Pero este es el grado más
directo, digámoslo
así, de la presencia de lo misterioso en
este arte, puesto que en otro grado --no sabría decir si
más o menos alto-- lo que llena al cuadro, o a la
combinación de cuadros complementarios aunque autosuficientes,
es la expectativa de esas presencias, y entonces las líneas y
los colores parecen estar ensayando un ritual con que percibirlas, o
bien la huella de esas presencias, y entonces la melancolía
difusa en la obra da testimonio de una ausencia que, puesto que todo
cuadro
de Angel Pascual vive, la sume en un éxtasis como el que sufre
el
cuerpo abandonado momentáneamente, pero jamás olvidado,
por
un alma que camina por los espacios altos de los que llueve y deriva la
hermosura
de la realidad, más real entonces que ninguna, que invitó
o
engendró a esa presencia, ausente accidental en una
suspensión
del fluir del tiempo, siempre idea no vista, pero sí altamente
imaginada,
de lo ya visto y contemplado.
Estas son, según mi
sentir y entender, las cualidades del país inventado cuyos son
estos
paisajes en los que, si no contradice a lo ya dicho la presencia de un
ser
tal vez humano, tampoco extraña la indiscutible de un dios.
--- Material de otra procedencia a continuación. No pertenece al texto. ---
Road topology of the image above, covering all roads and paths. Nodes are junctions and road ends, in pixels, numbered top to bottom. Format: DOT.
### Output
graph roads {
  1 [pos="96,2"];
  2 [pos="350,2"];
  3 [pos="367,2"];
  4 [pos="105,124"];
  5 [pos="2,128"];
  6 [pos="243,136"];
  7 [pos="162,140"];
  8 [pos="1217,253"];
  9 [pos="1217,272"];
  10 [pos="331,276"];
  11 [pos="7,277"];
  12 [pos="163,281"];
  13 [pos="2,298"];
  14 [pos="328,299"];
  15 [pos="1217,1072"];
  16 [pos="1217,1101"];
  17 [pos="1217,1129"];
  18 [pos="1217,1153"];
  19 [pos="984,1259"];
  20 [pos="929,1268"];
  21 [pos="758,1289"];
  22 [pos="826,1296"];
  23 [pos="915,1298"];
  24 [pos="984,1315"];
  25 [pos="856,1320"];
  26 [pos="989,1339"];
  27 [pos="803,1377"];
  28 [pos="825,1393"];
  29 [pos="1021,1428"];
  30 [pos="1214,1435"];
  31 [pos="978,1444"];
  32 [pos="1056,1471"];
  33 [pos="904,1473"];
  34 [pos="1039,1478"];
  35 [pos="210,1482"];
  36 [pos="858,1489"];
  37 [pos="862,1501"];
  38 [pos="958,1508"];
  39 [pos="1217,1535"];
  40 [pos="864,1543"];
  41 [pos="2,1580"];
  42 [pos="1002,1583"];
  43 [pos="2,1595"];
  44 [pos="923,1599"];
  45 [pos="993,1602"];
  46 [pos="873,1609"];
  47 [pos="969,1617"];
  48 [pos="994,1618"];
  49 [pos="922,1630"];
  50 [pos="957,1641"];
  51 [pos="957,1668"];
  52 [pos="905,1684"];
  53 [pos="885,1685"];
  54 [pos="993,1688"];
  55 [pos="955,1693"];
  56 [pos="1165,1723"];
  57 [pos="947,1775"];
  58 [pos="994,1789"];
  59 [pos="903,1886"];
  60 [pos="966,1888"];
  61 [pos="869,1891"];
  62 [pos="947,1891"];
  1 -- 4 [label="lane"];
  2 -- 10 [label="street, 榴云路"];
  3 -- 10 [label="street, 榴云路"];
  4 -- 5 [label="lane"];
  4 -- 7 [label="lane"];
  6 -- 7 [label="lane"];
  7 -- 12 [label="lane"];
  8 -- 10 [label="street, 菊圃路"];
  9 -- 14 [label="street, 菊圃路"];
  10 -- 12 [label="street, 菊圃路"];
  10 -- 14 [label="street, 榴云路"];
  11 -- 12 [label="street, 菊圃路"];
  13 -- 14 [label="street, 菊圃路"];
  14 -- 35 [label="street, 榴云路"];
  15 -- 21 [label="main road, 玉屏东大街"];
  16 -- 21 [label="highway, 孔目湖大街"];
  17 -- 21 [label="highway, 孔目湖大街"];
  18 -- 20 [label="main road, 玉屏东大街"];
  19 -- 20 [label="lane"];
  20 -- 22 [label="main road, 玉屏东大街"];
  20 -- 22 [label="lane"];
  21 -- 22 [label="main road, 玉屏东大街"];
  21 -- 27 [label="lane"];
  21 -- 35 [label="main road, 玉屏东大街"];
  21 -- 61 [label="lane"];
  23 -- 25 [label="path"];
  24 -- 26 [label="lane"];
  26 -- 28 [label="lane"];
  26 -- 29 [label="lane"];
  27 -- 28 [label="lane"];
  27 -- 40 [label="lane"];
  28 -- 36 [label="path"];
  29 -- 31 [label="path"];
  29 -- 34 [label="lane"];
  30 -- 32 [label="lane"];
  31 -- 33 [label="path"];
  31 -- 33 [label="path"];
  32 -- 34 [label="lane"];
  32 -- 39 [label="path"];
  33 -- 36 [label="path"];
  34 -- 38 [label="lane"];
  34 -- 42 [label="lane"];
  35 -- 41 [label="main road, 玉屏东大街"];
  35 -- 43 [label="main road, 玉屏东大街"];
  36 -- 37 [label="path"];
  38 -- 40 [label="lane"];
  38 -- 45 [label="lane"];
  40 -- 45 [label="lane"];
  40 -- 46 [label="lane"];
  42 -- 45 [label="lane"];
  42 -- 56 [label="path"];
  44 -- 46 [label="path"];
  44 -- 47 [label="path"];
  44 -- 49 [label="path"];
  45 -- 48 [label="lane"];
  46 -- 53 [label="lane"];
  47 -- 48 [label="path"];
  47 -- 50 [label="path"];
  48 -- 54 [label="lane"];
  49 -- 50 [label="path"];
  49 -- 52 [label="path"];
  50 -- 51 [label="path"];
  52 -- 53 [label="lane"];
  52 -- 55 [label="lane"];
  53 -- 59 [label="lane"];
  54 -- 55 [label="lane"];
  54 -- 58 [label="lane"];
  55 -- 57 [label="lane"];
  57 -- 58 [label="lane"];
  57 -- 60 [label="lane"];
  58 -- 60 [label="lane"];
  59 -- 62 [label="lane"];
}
Pues
nos
encontramos en el lugar de intersección entre el mundo real y el
mundo
ideal de su meditativa contemplación, un mundo aquél del
que
Angel Pascual ha conocido tantos lugares que han hecho de éste
un
compendio de bellezas y emociones a veces aparentemente
contradictorios.
Intersección, pues, de dos esferas complementarias que crean un
misterioso
espacio común: la vesica
piscis o, si se prefiere, la mandorla
virtual
de nuestro tiempo.
Es que Angel Pascual representa
de manera única entre nosotros a una tradición
simbólica que ama la realidad y, porque la ama tan intensa como
espiritualmente, es
capaz de trascenderla para su mejor y más duradero
entendimiento. Pues
el suyo es un arte de contemplación pero también de
recuerdo,
y no olvidemos en este sentido que, según Eugenio Montale,
«la
memoria fue un género literario cuando aún no
había nacido
la escritura» --pero sí probablemente la pintura, me
permito
añadir por mi cuenta--, es decir, cuando floreció la
tradición
creadora de símbolos a que acabo de referirme.
Arte de contemplación
y de recuerdo, pero también de imaginación y de
inspiración como el romántico, con el que tiene no pocos
puntos de contacto, se
diferencia de él éste de Angel Pascual en que en
él no
hay nunca improvisación y por la ausencia en sus composiciones
del
horror vacui propio de la hiperestesia romántica. Es como si nos
encontrásemos,
como en Böcklin o en Moreau, en plena tarea de salvamento del
romanticismo.
Pero lo que aquí se está salvando es también
anterior
y posterior a él. Y esperemos que igualmente nos sobreviva a
nosotros.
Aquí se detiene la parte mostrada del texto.